Saved entries
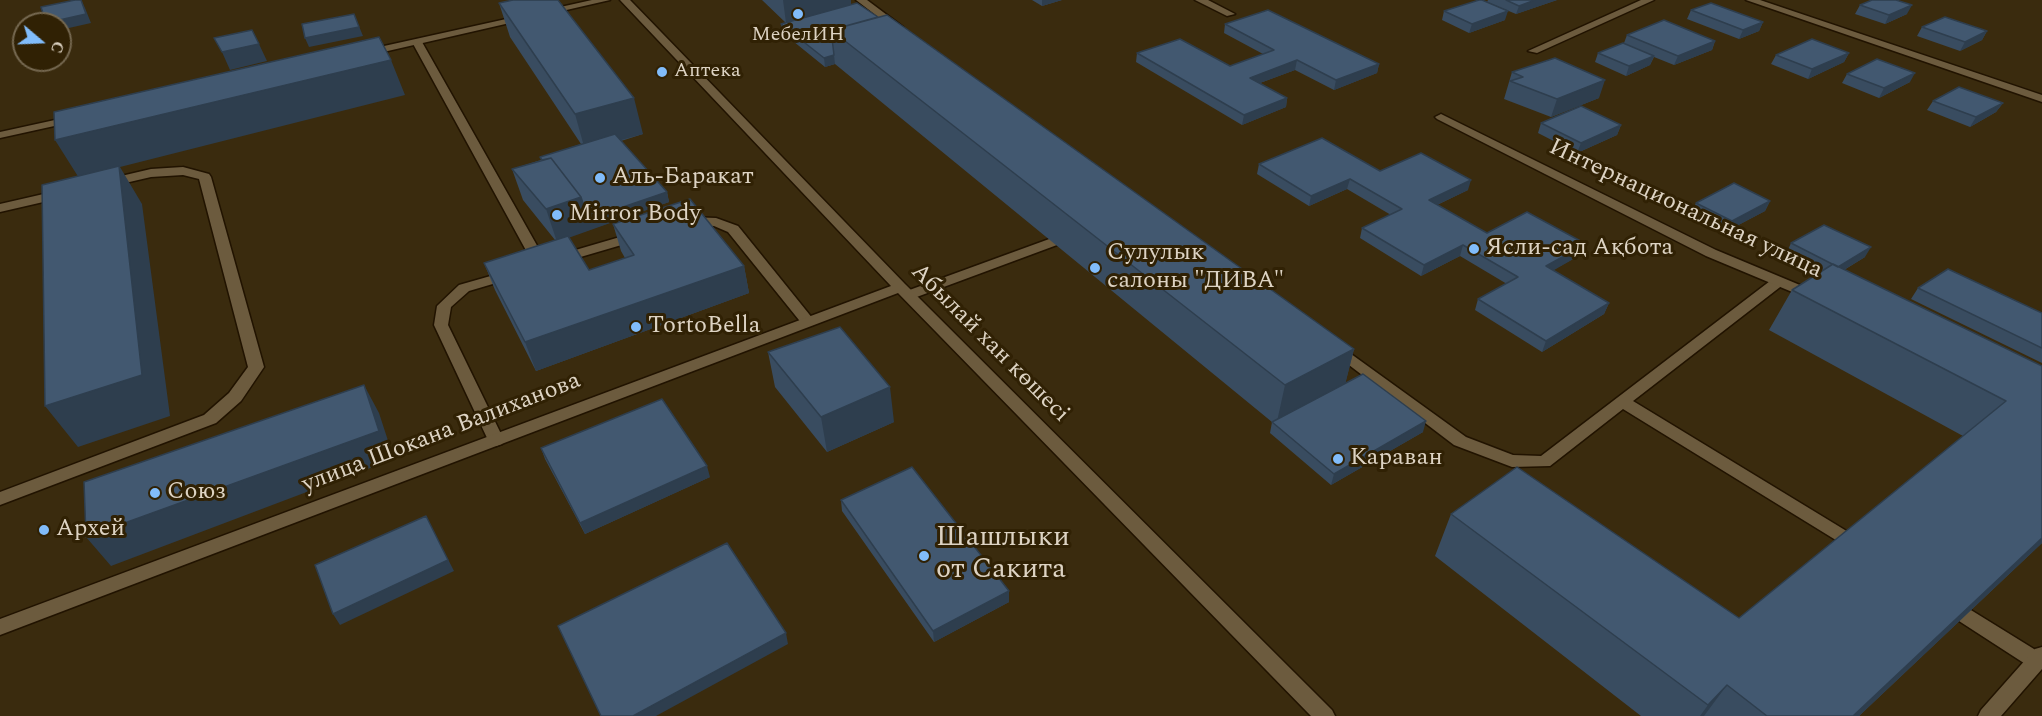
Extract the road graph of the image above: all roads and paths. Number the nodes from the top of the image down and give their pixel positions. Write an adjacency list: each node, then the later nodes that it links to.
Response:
1 (605, 0): 9 (street)
2 (625, 0): 24 (street, Абылай хан көшесі)
3 (861, 0): 8 (street)
4 (1200, 0): 7 (street)
5 (1649, 0): 10 (street)
6 (1751, 0): 12 (street)
7 (1230, 14)
8 (908, 35)
9 (417, 42): 11 (street); 22 (street)
10 (1533, 51)
11 (359, 55)
12 (2042, 99)
13 (81, 117): 15 (street)
14 (1441, 117): 23 (street, Интернациональная улица)
15 (0, 135)
16 (93, 186): 30 (street)
17 (70, 192): 18 (street)
18 (0, 208)
19 (675, 225): 26 (street)
20 (653, 231): 22 (street)
21 (1052, 242): 24 (street, улица Шокана Валиханова)
22 (530, 268): 29 (street)
23 (1779, 281): 25 (street, Интернациональная улица); 28 (street)
24 (904, 291): 26 (street, улица Шокана Валиханова); 35 (street, Абылай хан көшесі)
25 (1831, 303)
26 (808, 321): 29 (street, улица Шокана Валиханова)
27 (1326, 342): 28 (street)
28 (1623, 402): 31 (street)
29 (496, 440): 33 (street, улица Шокана Валиханова)
30 (0, 499)
31 (1851, 543)
32 (1966, 615): 34 (street)
33 (0, 627)
34 (2039, 658): 36 (street)
35 (1324, 716)
36 (1988, 716)

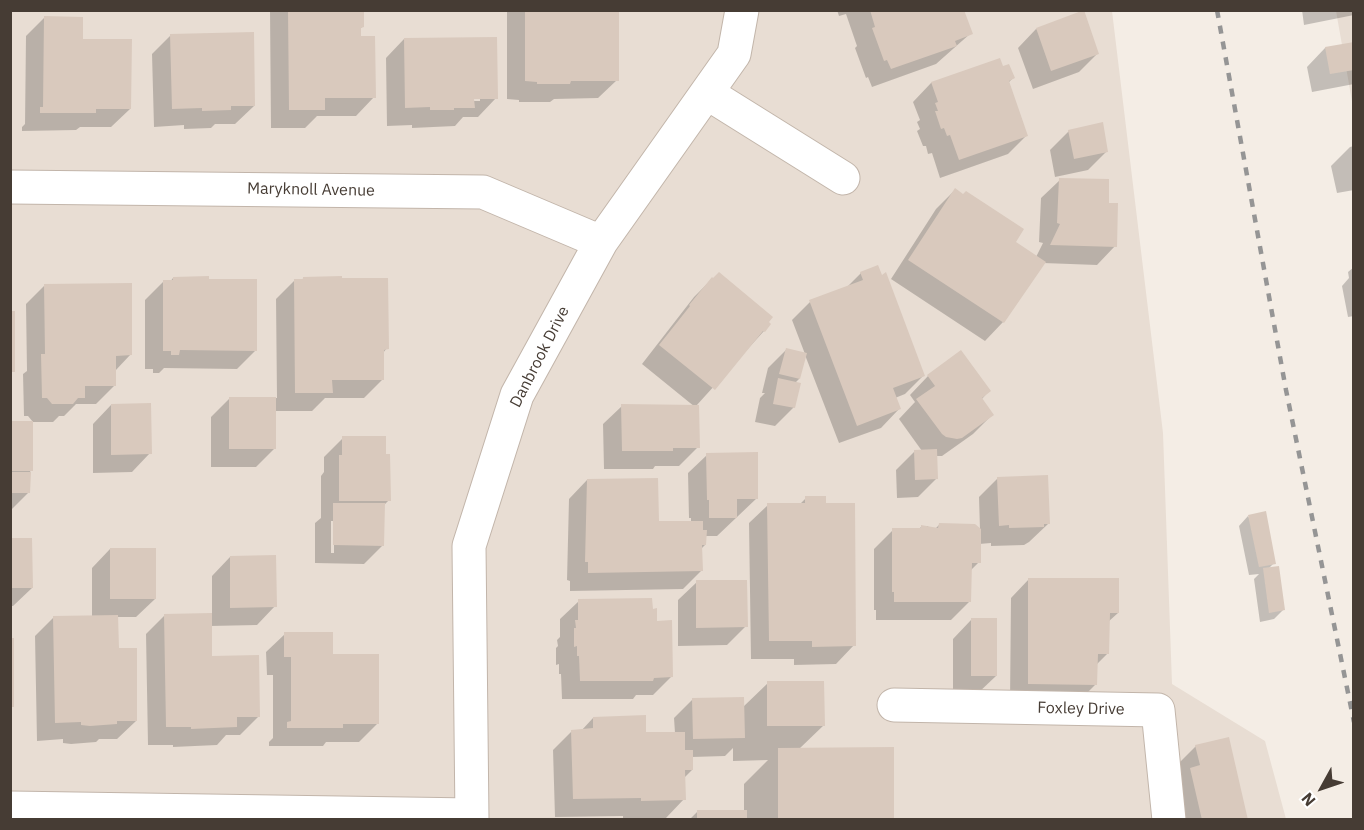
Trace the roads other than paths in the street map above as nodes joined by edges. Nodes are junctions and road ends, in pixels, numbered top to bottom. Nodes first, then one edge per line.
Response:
1 (742, 10) edge
2 (707, 93) junction
3 (843, 178) dead end
4 (10, 187) edge
5 (602, 242) junction
6 (894, 705) dead end
7 (10, 808) edge
8 (472, 817) edge
9 (1169, 819) edge

1 - 2 street, Danbrook Drive
2 - 3 street
2 - 5 street, Danbrook Drive
4 - 5 street, Maryknoll Avenue
5 - 8 street, Danbrook Drive
6 - 9 street, Foxley Drive
7 - 8 street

▸ PROBLEM REQUIREMENTS
Any picture found in the data is to be skipped while the rest is copied exactly.

▸ SOLUTION FOR THIS TASK
Extract the road graph of the image above: all roads and paths. Number the nodes from the top of the image down and give their pixel positions. Write an adjacency list: each node, then the later nodes that it links to.
Response:
1 (605, 0): 9 (street)
2 (625, 0): 24 (street, Абылай хан көшесі)
3 (861, 0): 8 (street)
4 (1200, 0): 7 (street)
5 (1649, 0): 10 (street)
6 (1751, 0): 12 (street)
7 (1230, 14)
8 (908, 35)
9 (417, 42): 11 (street); 22 (street)
10 (1533, 51)
11 (359, 55)
12 (2042, 99)
13 (81, 117): 15 (street)
14 (1441, 117): 23 (street, Интернациональная улица)
15 (0, 135)
16 (93, 186): 30 (street)
17 (70, 192): 18 (street)
18 (0, 208)
19 (675, 225): 26 (street)
20 (653, 231): 22 (street)
21 (1052, 242): 24 (street, улица Шокана Валиханова)
22 (530, 268): 29 (street)
23 (1779, 281): 25 (street, Интернациональная улица); 28 (street)
24 (904, 291): 26 (street, улица Шокана Валиханова); 35 (street, Абылай хан көшесі)
25 (1831, 303)
26 (808, 321): 29 (street, улица Шокана Валиханова)
27 (1326, 342): 28 (street)
28 (1623, 402): 31 (street)
29 (496, 440): 33 (street, улица Шокана Валиханова)
30 (0, 499)
31 (1851, 543)
32 (1966, 615): 34 (street)
33 (0, 627)
34 (2039, 658): 36 (street)
35 (1324, 716)
36 (1988, 716)

Trace the roads other than paths in the street map above as nodes joined by edges. Nodes are junctions and road ends, in pixels, numbered top to bottom. Nodes first, then one edge per line.
Response:
1 (742, 10) edge
2 (707, 93) junction
3 (843, 178) dead end
4 (10, 187) edge
5 (602, 242) junction
6 (894, 705) dead end
7 (10, 808) edge
8 (472, 817) edge
9 (1169, 819) edge

1 - 2 street, Danbrook Drive
2 - 3 street
2 - 5 street, Danbrook Drive
4 - 5 street, Maryknoll Avenue
5 - 8 street, Danbrook Drive
6 - 9 street, Foxley Drive
7 - 8 street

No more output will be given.